It's a b@%&* to clean off the sides of a mini fridge too. LOL. Simple green an a scrub brush worked OK. Gonna get a tube that will fit the bung on my fermenting bucket and drop it in some starsan next time.
 
Well, it's been 8 weeks. I checked it at 4 weeks and the ABV was 9.2%. 8 weeks later and it's the same. OG is 1.150 and ended up at 1.08. One other formula for higher gravity says it might be 11.6%. Anybody have any thoughts on that?
 
Thoughts on it being stuck at 1.080, or thoughts on the other formula?

For the former, I think you're in a tough spot. You have a lot of unfermented sugar in there and a very harsh environment to try to get fermentation to start up again. It's also possible that some of that 1.080 is unfermentable, but that's just speculation.
 
If the OG really was 1.150 and the FG is 1.008 then the beer would be more than 18.5% ABV. Not sure what yeast the OP used, but I doubt that the recommended WLP500 can do that.
 
Last edited:
Just a hydrometer and a little test tube.
And the hydrometer was not bottoming out? ;)
And calibration had been checked in 68F/20C distilled (or RO) water?

How did that sample taste?
I reckon quite sweet, being at 1.080, which is very high for an FG.

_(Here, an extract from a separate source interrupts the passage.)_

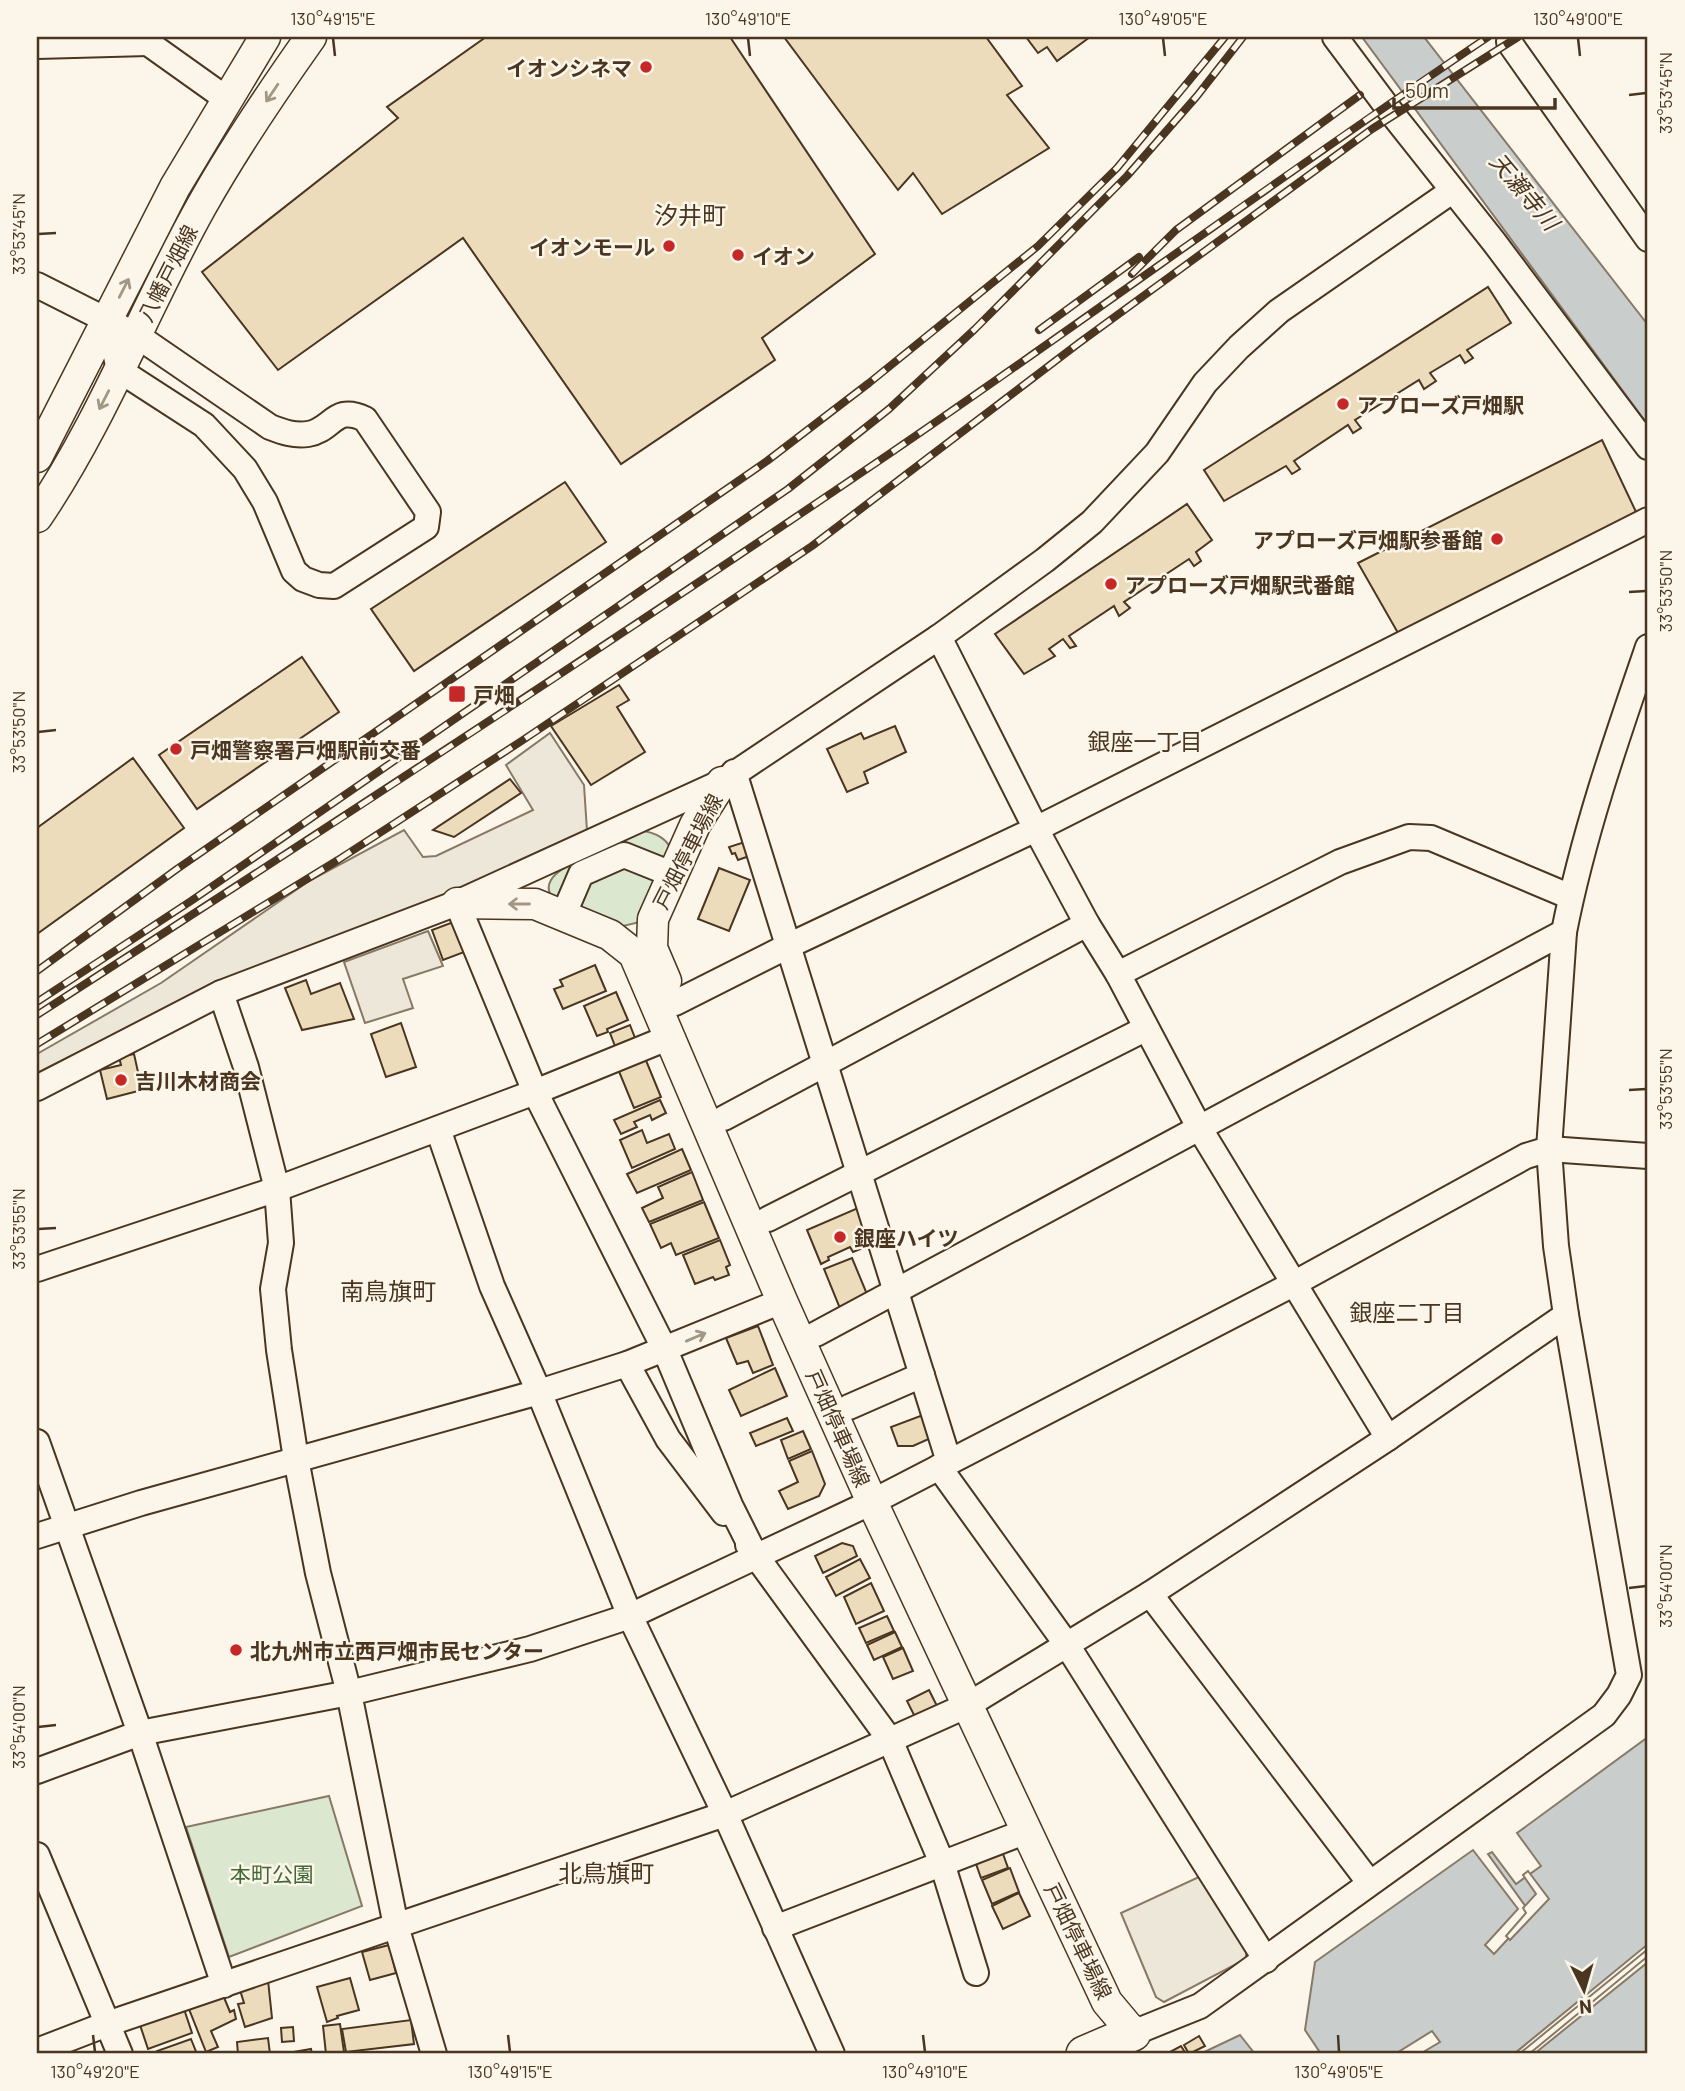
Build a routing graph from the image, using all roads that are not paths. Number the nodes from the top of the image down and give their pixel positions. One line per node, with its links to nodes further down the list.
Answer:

Well, it's been 8 weeks. I checked it at 4 weeks and the ABV was 9.2%. 8 weeks later and it's the same.
Gravity being the same after 4 and 8 weeks surely hints to your beer having reached terminal gravity, for the yeast used in that environment.

Did you make a yeast starter?
How much yeast did you pitch?
Added any yeast nutrients?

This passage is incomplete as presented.